Moderate Hypofractionated Protracted Radiotherapy and Dose Escalation for Prostate Cancer: Does Dose and Overall Treatment Time Matter?

Menée à partir de données portant sur 163 patients atteints d'un cancer de la prostate de stade cT1c à T3a avec risque d'envahissement ganglionnaire inférieur ou égal à 20% selon le système d'indice "Roach" (durée médiane de suivi : 80,2 mois ou 56,5 mois selon le traitement), cette étude évalue la toxicité de deux schémas de radiothérapie hypofractionnée avec modulation d'intensité

Résumé en anglais

Purpose : This is a retrospective study on two sequential dose escalation regimens of twice weekly 4 Gy/fractions hypofractionated intensity-modulated radiotherapy (IMRT): 56 Gy and 60 Gy delivered within a protracted overall treatment time (OTT) of 6.5 and 7 weeks, respectively.

Materials/Methods : 163 prostate cancer patients with cT1c-T3a disease and nodal involvement risk ≤20% (Roach index) were treated twice-weekly to the prostate +/- seminal vesicles with two sequential dose-escalated IMRT schedules: 56 Gy (14 x 4 Gy, n=81) from 2003 to 2007 and 60 Gy (15 x 4 Gy, n=82) from 2006 to 2010. Patient repositioning was made with bone-matching on portal images.
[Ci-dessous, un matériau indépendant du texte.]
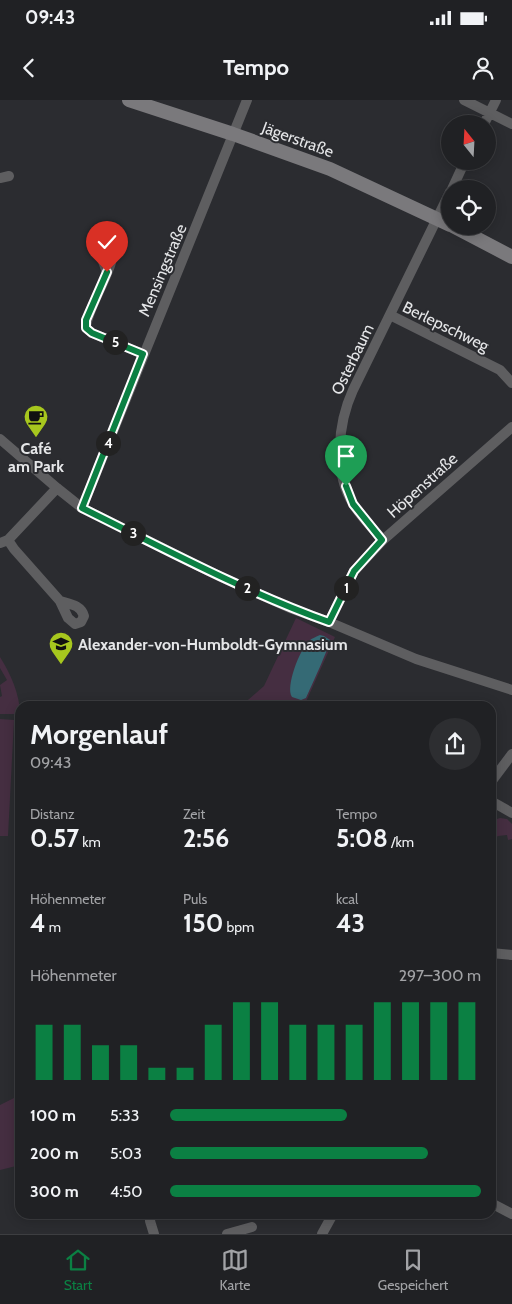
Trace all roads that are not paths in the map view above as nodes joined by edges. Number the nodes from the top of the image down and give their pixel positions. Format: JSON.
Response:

Gastrointestinal (GI) and genitourinary (GU) toxicities were scored using the CTCAE v3.0 grading scale.

Results : There were no significant differences regarding the acute GU and GI toxicities in the two dose groups. The median follow-up time was 80.2 months (range, 4.5-121) and 56.5 months (range, 1.4-91.2) for patients treated to 56 and 60 Gy, respectively. The 5-year grade ≥2 late GU toxicity-free survival with 56 Gy and 60 Gy was 96±2.3% and 78.2±5.1% (p=0.001), respectively. The 5-year grade ≥2 late GI toxicity-free survival with 56 Gy and 60 Gy was 98.6±1.3% and 85.1±4.5% (p=0.005), respectively. Patients treated with 56 Gy showed a 5-year biochemical progression-free survival (bPFS) of 80.8±4.7%, worse than patients treated with 60 Gy (93.2±3.9%, p=0.007). A trend for a better 5-year distant metastasis-free survival was observed among patients treated in the high-dose group (95.3±2.7% vs. 100%, p=0.073, respectively). On multivariate analysis, only the 60 Gy group predicted for a better bPFS (p=0.016, HR=4.58).

Conclusions : A single 4-Gy additional fraction in patients treated with a hypofractionated protracted IMRT schedule of 14x4 Gy resulted in a similar and minimal acute toxicity, in worse moderate to severe urinary and GI late effects, but a significantly better biochemical control.